I have visited China on numerous occasions over the past few years, so the current outbreak of coronavirus is alarming and I feel much sympathy for these warm, friendly people. There is also a sizeable Irish community living throughout China and their families here must be very worried about the situation.
My most recent visit to China took place in December. It was for an ongoing project with a company operating a fully integrated system from their suckler beef herd to beef finishing units, livestock markets and beef processing plants.
Beef demand and consumption has grown steadily in China during the past decade, coming from a relatively low base.
Beef consumption per capita stood at approximately 4kg in comparison to approximately 30kg of pork. Obviously, the effect of the African swine fever crisis has impacted upon these figures. The decimation of the Chinese pig herd has resulted in a 40pc drop in pig meat production. The demand for beef has increased sharply due to the price increase and reduced availability of pig meat. Market analysts predict that Chinese demand for beef will continue to rise and peak at some point in the next two to three years.
Aside from the impact of the pork crisis, middle and upper income urban dwellers have driven the demand for beef produce.
A factor that always strikes me when visiting China is the vast scale and pace of urbanisation there.
The first major attempts by the Chinese beef industry to change their production systems occurred in the early 2000s.
Traditionally, the national herd of 98 million cattle (10pc of the world's total) was made up mainly of native breeds run in small herds.

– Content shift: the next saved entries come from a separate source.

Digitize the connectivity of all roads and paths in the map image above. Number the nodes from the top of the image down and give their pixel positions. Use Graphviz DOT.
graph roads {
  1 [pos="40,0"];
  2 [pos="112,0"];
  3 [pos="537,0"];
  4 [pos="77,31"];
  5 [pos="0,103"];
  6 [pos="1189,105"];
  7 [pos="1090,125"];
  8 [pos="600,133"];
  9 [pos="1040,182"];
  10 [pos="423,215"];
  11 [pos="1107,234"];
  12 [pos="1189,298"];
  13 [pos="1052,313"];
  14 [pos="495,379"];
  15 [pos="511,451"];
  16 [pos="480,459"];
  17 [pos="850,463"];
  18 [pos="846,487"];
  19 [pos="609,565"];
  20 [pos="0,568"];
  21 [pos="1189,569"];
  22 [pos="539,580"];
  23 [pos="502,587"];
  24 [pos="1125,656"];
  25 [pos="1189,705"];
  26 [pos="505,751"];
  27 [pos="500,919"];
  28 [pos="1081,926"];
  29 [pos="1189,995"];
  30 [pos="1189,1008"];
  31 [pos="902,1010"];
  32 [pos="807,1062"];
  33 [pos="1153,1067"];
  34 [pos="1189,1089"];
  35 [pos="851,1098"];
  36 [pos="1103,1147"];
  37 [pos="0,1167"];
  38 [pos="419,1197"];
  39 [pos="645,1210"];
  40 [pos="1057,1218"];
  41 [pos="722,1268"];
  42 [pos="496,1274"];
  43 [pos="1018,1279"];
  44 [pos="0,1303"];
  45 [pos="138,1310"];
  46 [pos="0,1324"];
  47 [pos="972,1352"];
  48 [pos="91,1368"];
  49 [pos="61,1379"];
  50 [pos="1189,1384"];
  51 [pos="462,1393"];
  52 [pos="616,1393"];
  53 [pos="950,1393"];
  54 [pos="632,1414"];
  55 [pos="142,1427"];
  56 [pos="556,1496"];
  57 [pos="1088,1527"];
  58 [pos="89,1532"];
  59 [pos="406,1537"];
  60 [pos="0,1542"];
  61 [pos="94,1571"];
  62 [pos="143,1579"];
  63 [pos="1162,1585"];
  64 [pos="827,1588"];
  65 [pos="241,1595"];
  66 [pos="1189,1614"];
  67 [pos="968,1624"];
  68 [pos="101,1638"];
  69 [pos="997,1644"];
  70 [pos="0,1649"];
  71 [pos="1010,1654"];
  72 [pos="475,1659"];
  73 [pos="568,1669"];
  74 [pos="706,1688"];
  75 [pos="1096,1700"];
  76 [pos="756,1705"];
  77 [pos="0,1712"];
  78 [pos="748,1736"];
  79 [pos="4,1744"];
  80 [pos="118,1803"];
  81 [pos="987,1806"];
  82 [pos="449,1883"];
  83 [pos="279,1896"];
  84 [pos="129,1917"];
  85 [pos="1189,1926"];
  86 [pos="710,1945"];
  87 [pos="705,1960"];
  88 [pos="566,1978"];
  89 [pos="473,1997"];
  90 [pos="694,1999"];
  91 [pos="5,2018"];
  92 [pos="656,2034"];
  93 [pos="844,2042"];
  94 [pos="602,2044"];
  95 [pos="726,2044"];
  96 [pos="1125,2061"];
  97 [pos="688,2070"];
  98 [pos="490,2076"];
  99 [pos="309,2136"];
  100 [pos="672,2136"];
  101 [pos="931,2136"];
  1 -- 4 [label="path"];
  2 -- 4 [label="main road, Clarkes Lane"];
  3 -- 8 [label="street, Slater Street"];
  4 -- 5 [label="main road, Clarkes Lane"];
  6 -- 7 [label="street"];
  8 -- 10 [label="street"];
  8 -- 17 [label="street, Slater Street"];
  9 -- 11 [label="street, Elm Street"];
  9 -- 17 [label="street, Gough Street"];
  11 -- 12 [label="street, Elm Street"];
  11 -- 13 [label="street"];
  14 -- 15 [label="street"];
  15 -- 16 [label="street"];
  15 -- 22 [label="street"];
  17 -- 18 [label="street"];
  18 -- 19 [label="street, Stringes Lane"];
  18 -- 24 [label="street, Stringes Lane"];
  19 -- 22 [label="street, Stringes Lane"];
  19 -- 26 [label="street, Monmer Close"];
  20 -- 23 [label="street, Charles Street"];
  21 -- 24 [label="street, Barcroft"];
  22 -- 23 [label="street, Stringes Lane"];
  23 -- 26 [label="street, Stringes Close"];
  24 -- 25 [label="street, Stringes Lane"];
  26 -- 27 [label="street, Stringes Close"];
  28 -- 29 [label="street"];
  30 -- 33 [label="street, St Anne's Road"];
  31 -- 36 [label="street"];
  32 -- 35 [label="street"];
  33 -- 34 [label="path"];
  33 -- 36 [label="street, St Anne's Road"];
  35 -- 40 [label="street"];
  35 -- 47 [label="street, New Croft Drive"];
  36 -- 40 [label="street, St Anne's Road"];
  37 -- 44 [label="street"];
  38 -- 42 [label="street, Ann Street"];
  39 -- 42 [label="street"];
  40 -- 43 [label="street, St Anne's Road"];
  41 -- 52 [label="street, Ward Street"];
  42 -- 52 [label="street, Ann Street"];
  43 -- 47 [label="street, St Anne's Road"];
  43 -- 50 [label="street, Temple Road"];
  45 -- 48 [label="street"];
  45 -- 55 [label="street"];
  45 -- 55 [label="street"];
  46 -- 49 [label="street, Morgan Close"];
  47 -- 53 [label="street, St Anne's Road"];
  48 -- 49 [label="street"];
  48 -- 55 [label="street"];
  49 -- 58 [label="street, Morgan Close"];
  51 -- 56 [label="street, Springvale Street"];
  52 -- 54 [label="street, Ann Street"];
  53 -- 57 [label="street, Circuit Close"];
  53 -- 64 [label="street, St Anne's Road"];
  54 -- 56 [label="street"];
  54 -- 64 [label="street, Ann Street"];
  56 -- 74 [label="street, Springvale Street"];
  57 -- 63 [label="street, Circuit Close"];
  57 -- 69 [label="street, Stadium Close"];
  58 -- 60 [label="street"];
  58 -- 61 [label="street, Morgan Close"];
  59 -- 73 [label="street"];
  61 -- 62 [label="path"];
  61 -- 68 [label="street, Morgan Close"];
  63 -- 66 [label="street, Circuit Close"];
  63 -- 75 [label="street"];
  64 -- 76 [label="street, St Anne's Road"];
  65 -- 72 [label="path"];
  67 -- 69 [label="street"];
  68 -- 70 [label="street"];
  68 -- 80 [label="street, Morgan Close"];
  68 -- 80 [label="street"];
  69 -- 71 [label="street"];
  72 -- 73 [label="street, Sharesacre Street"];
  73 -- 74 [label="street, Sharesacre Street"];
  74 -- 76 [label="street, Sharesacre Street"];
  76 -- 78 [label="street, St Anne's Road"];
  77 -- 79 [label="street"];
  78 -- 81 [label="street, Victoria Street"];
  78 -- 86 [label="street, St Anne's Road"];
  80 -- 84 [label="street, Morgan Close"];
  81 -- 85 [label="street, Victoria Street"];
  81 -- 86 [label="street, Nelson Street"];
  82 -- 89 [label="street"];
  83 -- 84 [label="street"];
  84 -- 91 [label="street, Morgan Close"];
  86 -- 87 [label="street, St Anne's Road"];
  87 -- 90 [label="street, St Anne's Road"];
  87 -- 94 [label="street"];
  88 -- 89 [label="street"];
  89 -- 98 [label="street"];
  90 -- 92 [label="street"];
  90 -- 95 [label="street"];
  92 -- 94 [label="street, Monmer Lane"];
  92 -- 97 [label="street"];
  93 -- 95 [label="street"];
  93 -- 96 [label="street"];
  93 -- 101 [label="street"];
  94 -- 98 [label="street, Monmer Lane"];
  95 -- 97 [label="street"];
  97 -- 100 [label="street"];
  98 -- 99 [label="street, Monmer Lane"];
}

Cattle were mainly found in the north China Plain, north-east and north-west grazing lands. With the introduction of government subsidies, large private companies and investors imported breeding stock, both continental and Angus/ Hereford from Australia, New Zealand and South America.

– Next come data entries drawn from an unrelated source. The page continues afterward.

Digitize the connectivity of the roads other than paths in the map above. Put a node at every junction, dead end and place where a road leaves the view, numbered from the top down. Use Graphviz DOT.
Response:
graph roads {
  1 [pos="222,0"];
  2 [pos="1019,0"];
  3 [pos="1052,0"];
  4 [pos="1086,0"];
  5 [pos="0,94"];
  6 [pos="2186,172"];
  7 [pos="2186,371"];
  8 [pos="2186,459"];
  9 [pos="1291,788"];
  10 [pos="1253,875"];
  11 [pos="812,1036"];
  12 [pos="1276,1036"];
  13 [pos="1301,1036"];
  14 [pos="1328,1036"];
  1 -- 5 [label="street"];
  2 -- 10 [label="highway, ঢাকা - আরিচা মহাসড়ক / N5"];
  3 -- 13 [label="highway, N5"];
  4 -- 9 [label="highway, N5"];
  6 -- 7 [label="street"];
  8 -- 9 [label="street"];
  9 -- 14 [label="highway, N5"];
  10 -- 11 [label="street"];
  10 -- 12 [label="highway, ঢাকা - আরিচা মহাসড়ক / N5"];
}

Simmental bred animals were and continue to be the most common animal imported. Wagyu has risen in popularity to now become the third most common imported breed.
However, problems with animal husbandry, early weaning (one to two months), infertility, grazing management and nutrition for both cows and finishing animals were common.
The average size of these units ran approximately 4,000 breeding cows and were run as enclosed units (housed all year, similar to how the large scale dairy herds were managed). A huge lack of experience in dealing with these new breeds, new management and feeding systems, and scale resulted in high mortality rates and poor overall performance and profitability.
Recently, beef industry leaders have started to advocate a rowback to smaller scale, family-farm type herds, using high quality genetics and employing good efficiencies in all aspects of production. Ironically, the Irish model of suckler beef production is what many Chinese experts see as the best model for them.
All continental bred male animals are finished as bulls at 18-20 months of age. They can achieve carcass weights of 450kg-480kg. Wagyu bred animals are castrated and go through standard Wagyu production systems, finishing at 24-30 months of age. The majority of heifers are retained for breeding to make up for the shortfall due to high mortality and poor breeding efficiency.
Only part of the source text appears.